Replay für die Baumaschine
Am leichtesten funktioniert der Hack durch die sogenannte Replay-Attacke. Hier schneidet der Hacker einfach den Funkverkehr zwischen der Maschine, beispielsweise einem Baukran, und dem Steuerungsgerät mit. Diese über Funk gesendeten Steuerungsbefehle wiederholen sich laut der Studie immer wieder. Ob die Befehle verschlüsselt waren oder nicht, spielte in dem Test offenbar keine Rolle – so oder so war das Funkprotokoll immer leicht kopierbar. Der Hacker kann es dann selbst aussenden oder verändern und das Gerät kontrollieren.
Die möglichen Auswirkungen reichen von Beschädigungen an Bauwerken und Baustellen, über das Verletzen von Bauarbeitern und Passanten, bis hin zur Sabotage der Arbeiten. Denn eine Baumaschine kann so auch völlig lahmgelegt werden. So besitzen Krane und Bergbaumaschinen Notausschalter, die ebenfalls über Funk zu betätigen sind. Sendet der Hacker das Signal für die Notausschaltung kontinuierlich, ist die Maschine faktisch nicht mehr benutzbar. Ein Angriff dieser Art wird Denial of Service genannt.
„Definitiv eine Frage der Reichweite“
Thomas Lehmann vom deutschen Hersteller Kranbau meint, dass solche Angriffe aber eher nur Baugeräte betreffen können, die auch leicht zugänglich sind. In die Funksteuerungen von Maschinen und Kranen innerhalb eines Werks etwa könnten wohl erst angegriffen werden, wenn sich tatsächlich jemand innerhalb des Werks befindet. „Da sehe ich einfach ein räumliches Hindernis“, so Lehmann. Dem stimmt Trend Micro auf Nachfrage hin teilweise zu: „Unsere Forscher haben sich bei dem Test tatsächlich neben der Baustelle befunden, es ist definitiv eine Frage der Reichweite. Wie weit die aber sein muss, kommt aufs Gerät an.“
Etwas komplizierter, aber laut Studie immer noch machbar, ist ein Angriff direkt auf die Firmware. Durch einen Trojaner beispielsweise kann ein Hacker die Kontrolle über die Maschine dauerhaft übernehmen.

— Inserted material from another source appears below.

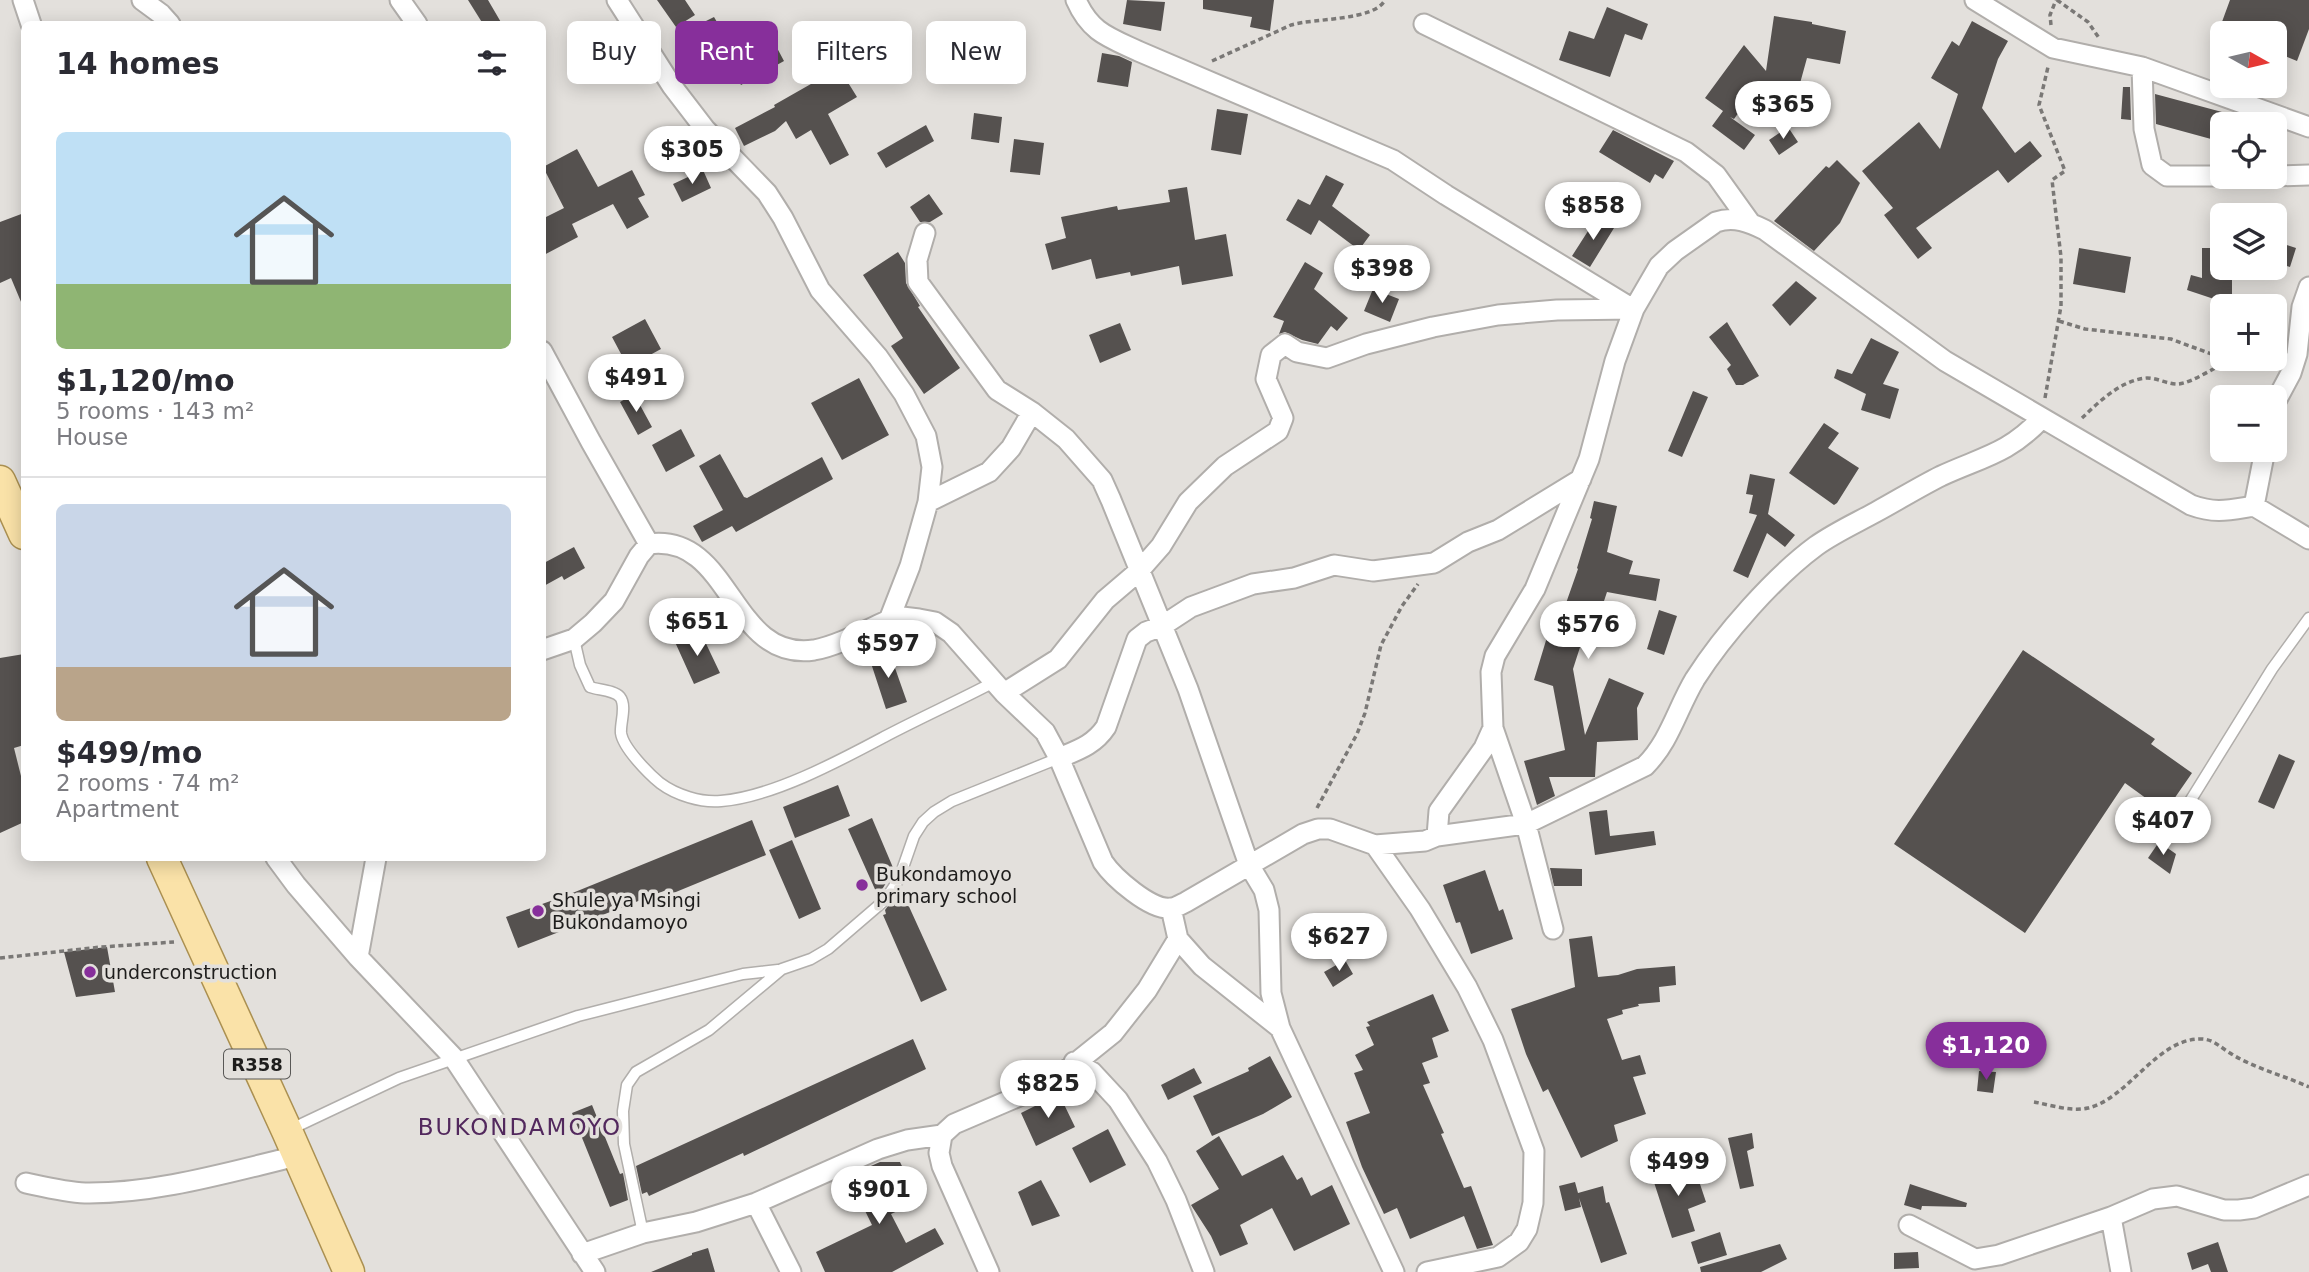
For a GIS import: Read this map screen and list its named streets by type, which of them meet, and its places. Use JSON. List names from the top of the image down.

Trotzdem soll es möglich sein, sich vor solchen Angriffen zu schützen. Trend Micro sieht hier die Verantwortung bei den Herstellern, die dringend Updates für die Firmware nachschießen sollten. Gleichzeitig besteht allerdings die berechtigte Frage, ob der Fehler nicht eher bei den Nutzern zu finden ist – denn was bringt ein Update, das nicht installiert wird?
Wie wahrscheinlich ist ein Angriff?
„Dass ein Update nicht installiert wird, das geht gar nicht“, sagt dazu Hans Grand, Brand Manager bei Volvo. Wer bei den Schweden eine Baumaschine erwirbt, bekommt die Option des sogenannten Caretracks, ein System zur Überwachung von Maschinenflotten. „Wenn jemand einen Caretrack-Vertrag abschließt, dann wird das in der Maschine aktiviert. Die Firmware wird dann automatisch aktualisiert“, so Grand. Dass hier eine Bringschuld von Updates auf Seiten vom Hersteller herrscht, sieht er auch nicht. „Bei uns sitzen über 5.000 Leute in der IT. Es werden ständig Updates nachgeschossen, länger als ein halbes Jahr bleibt nichts, wie es ist.“
Updates für die Firmware können natürlich nur Probleme mit der Firmware beheben. Was also tun, um sich gegen eine Replay-Attacke zu schützen, wenn diese schon so einfach zu bewerkstelligen ist? Die Lösung ist ungefähr so simpel wie der Hack. „Gegen Replay kann man sich mit Rolling-Codes schützen, die beispielsweise auch bei funkbasierten Autoschlüsseln angewendet werden. Da geht es im Grunde darum, dass unterschiedliche Signale und nicht immer die gleichen gesendet werden“, heißt es von Trend Micro.
https://youtu.be/AuCJhFC7OAw
So erschreckend die Studienergebnisse auch sind, scheinen sie eher eine Möglichkeit denn Realität widerzuspiegeln. Denn von außen manipulierte Baumaschinen und Krane sind entweder eine große Seltenheit oder aber solche Fälle treten überraschend wenig an die Öffentlichkeit. „Dass da mal etwas passiert wäre, ist mir nicht bekannt“, so auch Grand von Volvo. Hoffentlich hat die Studie also nicht zu viele Hacker auf den Plan gerufen.